Stormzy Is Here To Remove The Labels Put On Him As A Rapper

Plus, 5 other major takeaways from the musician’s intimate TV special with Trevor Nelson.

Stormzy, star of BBC's 'A Stormzy Special', in 2022
David M. Benett/Getty Images Entertainment/Getty Images

Since dropping his iconic 10-minute music video, “Mel Made Me Do It,” in September, Stormzy has been teasing fans with what they can look forward to on his third studio album, This Is What I Mean. Ahead of its release on Nov. 25, BBC One aired A Stormzy Special, where the 29-year-old rapper sat down with DJ legend Trevor Nelson, to talk more about his artistry and upcoming album. Perhaps his most vulnerable album yet, This Is What I Mean is set to show more of a singing Stormzy, with the artist already dropping hints of this through the release of soulful songs like “Hide & Seek” and “Firebabe.”

From becoming the first Black solo British headliner at Glastonbury Festival in 2019 to this year collecting a joint Rated Award with fellow rapper Dave, the Brit Award winner has a firm standing on the road to success.

As well as performing tracks from This Is What I Mean, Stormzy also performed some of his classic material, including “Crown,” on the BBC programme. As well as explaining the lyrics behind some of his songs, the musician also talked about his good friend Adele and debunking labels put on him as an artist.

Below, see the biggest takeaways from A Stormzy Special.

Stormzy Prioritises His Friendship With Adele Over Making Music With Her

Stormzy and Adele first met in 2017 at the “Hello” singer’s Brixton Academy gig.
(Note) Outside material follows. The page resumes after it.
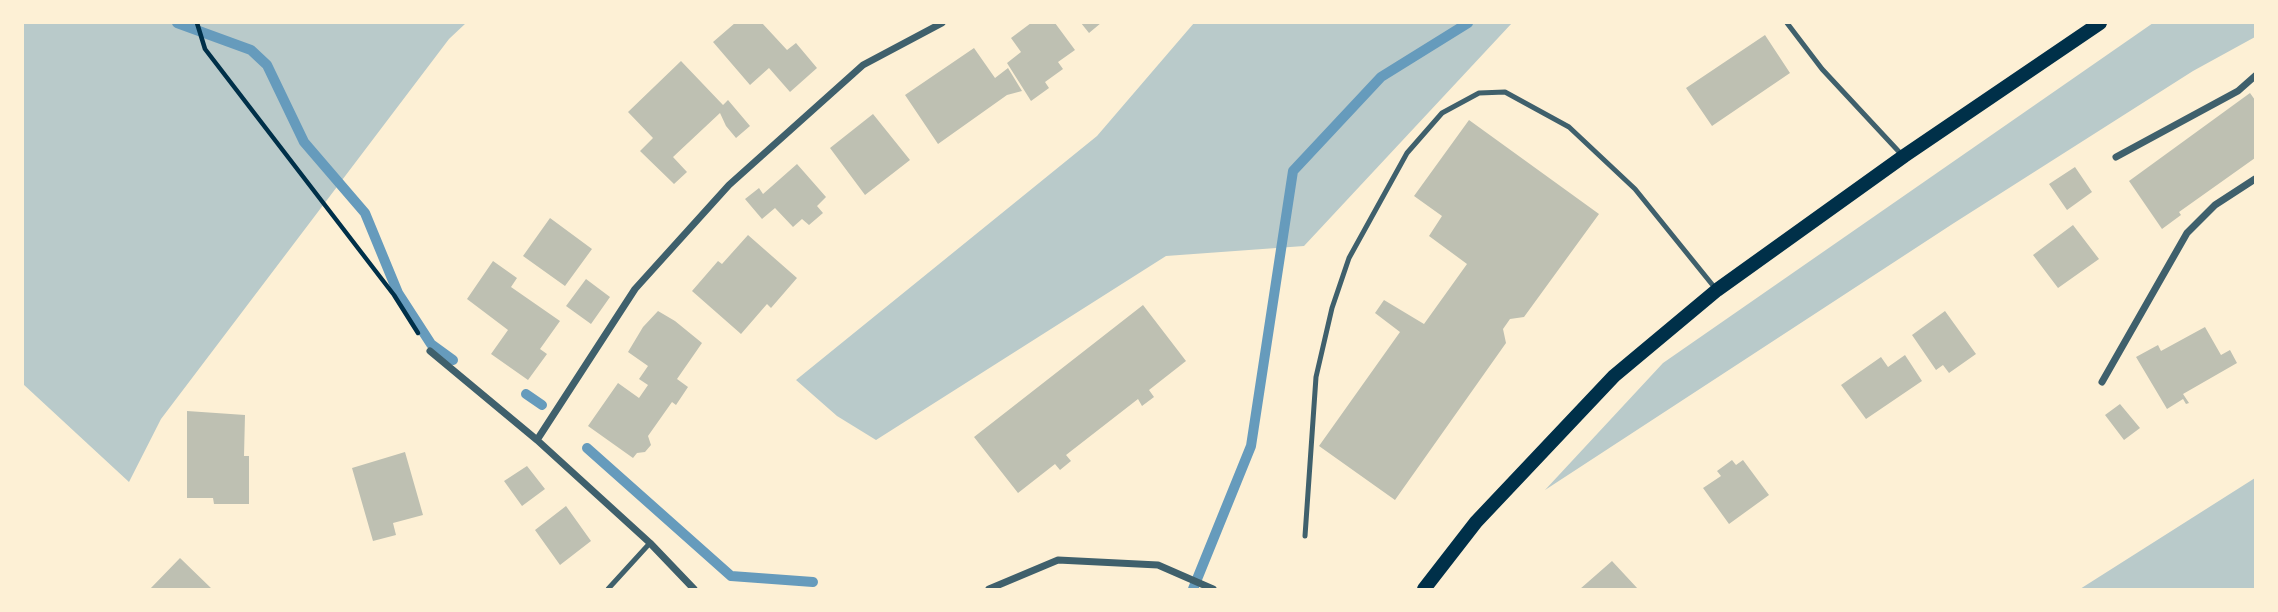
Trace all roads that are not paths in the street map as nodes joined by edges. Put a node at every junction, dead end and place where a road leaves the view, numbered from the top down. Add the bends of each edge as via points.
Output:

Since then, the Londoners struck up a friendship that has since blossomed with the two spending time in Jamaica in the summer of 2020. Speaking on why Adele is so special to him, Stormzy shared: “She has this gift of a stunning, beautiful moving voice and phenomenal pen.”

But when it comes to making songs with his musician friends, he “would be fine to never make music with any of them. However, of course, if I could get a hook…” He then went on to suggest he’d be open to the idea of collaborating with Adele.

He’s Not A Fan Of Labels

Although primarily known for being a rapper, it’s clear that This Is What I Mean has an increased presence of Stormzy singing. “I would love to just be known as an artist who does whatever it is in his spirit in that moment of time,” he explained. He later went on to say that he’s not here to be a “token Black artist” and wants to “denounce this whole notion that a young Black man and a young Black rapper is just angry or is just here to… No. We like R&B, we like soul, we like Gospel, we like Whitney, we like Adele.”

He’s Glad His Singing Voice Has Improved

In 2014, a 21-year-old Stormzy performed a vocal mashup of some of his favourite songs on BBC Radio 1Xtra’s Live Lounge. Speaking about this experience with Nelson, the now 29-year-old reflected on this experience and said: “Thank God my singing voice has improved a lot since then because when I listen to that, my ears bleed.”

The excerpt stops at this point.